[Records provided]
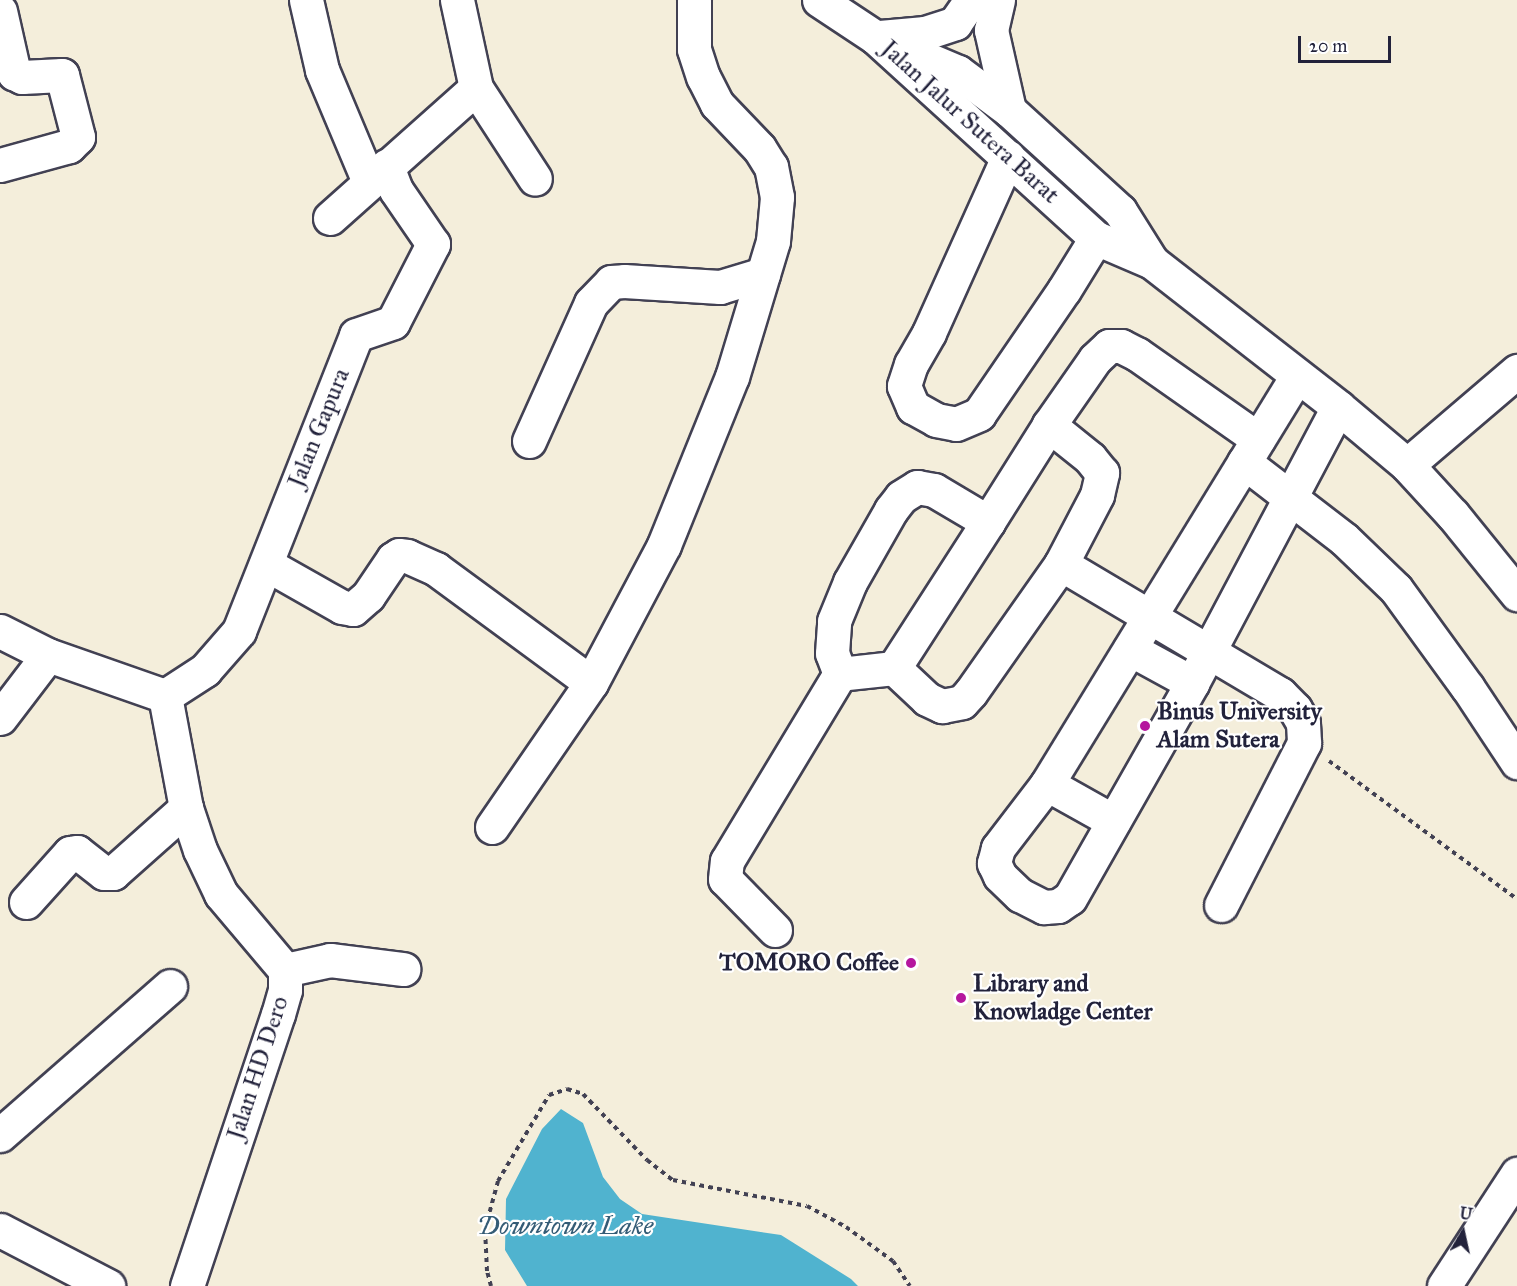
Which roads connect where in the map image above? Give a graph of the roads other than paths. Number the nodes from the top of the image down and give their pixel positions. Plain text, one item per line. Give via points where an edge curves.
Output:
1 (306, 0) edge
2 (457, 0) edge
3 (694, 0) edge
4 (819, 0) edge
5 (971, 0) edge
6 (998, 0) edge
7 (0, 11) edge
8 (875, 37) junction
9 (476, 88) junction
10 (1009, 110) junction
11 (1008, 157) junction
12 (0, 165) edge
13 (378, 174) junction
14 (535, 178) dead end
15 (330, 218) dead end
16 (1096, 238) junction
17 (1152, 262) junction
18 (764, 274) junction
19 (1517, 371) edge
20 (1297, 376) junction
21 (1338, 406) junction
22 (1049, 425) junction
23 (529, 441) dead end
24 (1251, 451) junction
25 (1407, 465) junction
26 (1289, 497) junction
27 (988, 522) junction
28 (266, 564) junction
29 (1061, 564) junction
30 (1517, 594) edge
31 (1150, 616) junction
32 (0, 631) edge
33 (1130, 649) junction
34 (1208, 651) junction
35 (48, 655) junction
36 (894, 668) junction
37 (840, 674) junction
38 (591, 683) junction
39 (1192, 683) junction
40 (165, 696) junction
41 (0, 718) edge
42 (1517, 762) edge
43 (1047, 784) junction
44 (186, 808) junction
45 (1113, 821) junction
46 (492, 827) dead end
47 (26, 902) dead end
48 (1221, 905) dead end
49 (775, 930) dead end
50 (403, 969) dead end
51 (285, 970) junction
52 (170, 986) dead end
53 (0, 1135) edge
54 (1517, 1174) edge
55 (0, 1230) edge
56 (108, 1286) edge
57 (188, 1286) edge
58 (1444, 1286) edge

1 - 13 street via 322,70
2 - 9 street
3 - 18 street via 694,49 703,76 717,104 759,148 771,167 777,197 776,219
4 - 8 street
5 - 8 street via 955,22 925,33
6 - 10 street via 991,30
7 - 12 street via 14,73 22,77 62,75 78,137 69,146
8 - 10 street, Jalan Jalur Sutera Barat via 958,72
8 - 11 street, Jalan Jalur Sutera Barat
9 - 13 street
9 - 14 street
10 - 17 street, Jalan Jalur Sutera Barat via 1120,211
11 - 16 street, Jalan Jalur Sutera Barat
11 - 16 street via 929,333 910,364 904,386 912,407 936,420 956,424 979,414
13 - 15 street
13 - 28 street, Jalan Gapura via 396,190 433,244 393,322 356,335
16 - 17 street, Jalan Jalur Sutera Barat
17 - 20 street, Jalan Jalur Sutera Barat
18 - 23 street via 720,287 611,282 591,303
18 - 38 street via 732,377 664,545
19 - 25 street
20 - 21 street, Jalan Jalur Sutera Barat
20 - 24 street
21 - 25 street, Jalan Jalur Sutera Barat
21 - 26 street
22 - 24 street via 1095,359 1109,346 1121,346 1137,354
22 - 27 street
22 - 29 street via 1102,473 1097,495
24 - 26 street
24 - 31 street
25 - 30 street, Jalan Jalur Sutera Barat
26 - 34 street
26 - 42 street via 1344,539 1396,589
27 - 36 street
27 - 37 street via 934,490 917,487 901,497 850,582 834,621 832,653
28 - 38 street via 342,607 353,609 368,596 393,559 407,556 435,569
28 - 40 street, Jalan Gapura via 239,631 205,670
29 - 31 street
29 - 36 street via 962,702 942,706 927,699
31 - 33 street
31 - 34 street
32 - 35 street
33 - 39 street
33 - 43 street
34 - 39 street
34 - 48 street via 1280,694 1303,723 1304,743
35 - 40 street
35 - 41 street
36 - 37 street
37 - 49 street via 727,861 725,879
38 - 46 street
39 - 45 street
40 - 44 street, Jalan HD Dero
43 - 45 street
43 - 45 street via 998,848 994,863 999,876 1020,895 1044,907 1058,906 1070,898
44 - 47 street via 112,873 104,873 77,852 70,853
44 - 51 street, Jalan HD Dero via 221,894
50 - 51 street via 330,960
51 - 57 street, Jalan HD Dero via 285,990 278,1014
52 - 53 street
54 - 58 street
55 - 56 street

[The task] A verbatim copy of the listing, with all pictures removed, is required.

[Written answer]
Which roads connect where in the map image above? Give a graph of the roads other than paths. Number the nodes from the top of the image down and give their pixel positions. Plain text, one item per line. Give via points where an edge curves.
Output:
1 (306, 0) edge
2 (457, 0) edge
3 (694, 0) edge
4 (819, 0) edge
5 (971, 0) edge
6 (998, 0) edge
7 (0, 11) edge
8 (875, 37) junction
9 (476, 88) junction
10 (1009, 110) junction
11 (1008, 157) junction
12 (0, 165) edge
13 (378, 174) junction
14 (535, 178) dead end
15 (330, 218) dead end
16 (1096, 238) junction
17 (1152, 262) junction
18 (764, 274) junction
19 (1517, 371) edge
20 (1297, 376) junction
21 (1338, 406) junction
22 (1049, 425) junction
23 (529, 441) dead end
24 (1251, 451) junction
25 (1407, 465) junction
26 (1289, 497) junction
27 (988, 522) junction
28 (266, 564) junction
29 (1061, 564) junction
30 (1517, 594) edge
31 (1150, 616) junction
32 (0, 631) edge
33 (1130, 649) junction
34 (1208, 651) junction
35 (48, 655) junction
36 (894, 668) junction
37 (840, 674) junction
38 (591, 683) junction
39 (1192, 683) junction
40 (165, 696) junction
41 (0, 718) edge
42 (1517, 762) edge
43 (1047, 784) junction
44 (186, 808) junction
45 (1113, 821) junction
46 (492, 827) dead end
47 (26, 902) dead end
48 (1221, 905) dead end
49 (775, 930) dead end
50 (403, 969) dead end
51 (285, 970) junction
52 (170, 986) dead end
53 (0, 1135) edge
54 (1517, 1174) edge
55 (0, 1230) edge
56 (108, 1286) edge
57 (188, 1286) edge
58 (1444, 1286) edge

1 - 13 street via 322,70
2 - 9 street
3 - 18 street via 694,49 703,76 717,104 759,148 771,167 777,197 776,219
4 - 8 street
5 - 8 street via 955,22 925,33
6 - 10 street via 991,30
7 - 12 street via 14,73 22,77 62,75 78,137 69,146
8 - 10 street, Jalan Jalur Sutera Barat via 958,72
8 - 11 street, Jalan Jalur Sutera Barat
9 - 13 street
9 - 14 street
10 - 17 street, Jalan Jalur Sutera Barat via 1120,211
11 - 16 street, Jalan Jalur Sutera Barat
11 - 16 street via 929,333 910,364 904,386 912,407 936,420 956,424 979,414
13 - 15 street
13 - 28 street, Jalan Gapura via 396,190 433,244 393,322 356,335
16 - 17 street, Jalan Jalur Sutera Barat
17 - 20 street, Jalan Jalur Sutera Barat
18 - 23 street via 720,287 611,282 591,303
18 - 38 street via 732,377 664,545
19 - 25 street
20 - 21 street, Jalan Jalur Sutera Barat
20 - 24 street
21 - 25 street, Jalan Jalur Sutera Barat
21 - 26 street
22 - 24 street via 1095,359 1109,346 1121,346 1137,354
22 - 27 street
22 - 29 street via 1102,473 1097,495
24 - 26 street
24 - 31 street
25 - 30 street, Jalan Jalur Sutera Barat
26 - 34 street
26 - 42 street via 1344,539 1396,589
27 - 36 street
27 - 37 street via 934,490 917,487 901,497 850,582 834,621 832,653
28 - 38 street via 342,607 353,609 368,596 393,559 407,556 435,569
28 - 40 street, Jalan Gapura via 239,631 205,670
29 - 31 street
29 - 36 street via 962,702 942,706 927,699
31 - 33 street
31 - 34 street
32 - 35 street
33 - 39 street
33 - 43 street
34 - 39 street
34 - 48 street via 1280,694 1303,723 1304,743
35 - 40 street
35 - 41 street
36 - 37 street
37 - 49 street via 727,861 725,879
38 - 46 street
39 - 45 street
40 - 44 street, Jalan HD Dero
43 - 45 street
43 - 45 street via 998,848 994,863 999,876 1020,895 1044,907 1058,906 1070,898
44 - 47 street via 112,873 104,873 77,852 70,853
44 - 51 street, Jalan HD Dero via 221,894
50 - 51 street via 330,960
51 - 57 street, Jalan HD Dero via 285,990 278,1014
52 - 53 street
54 - 58 street
55 - 56 street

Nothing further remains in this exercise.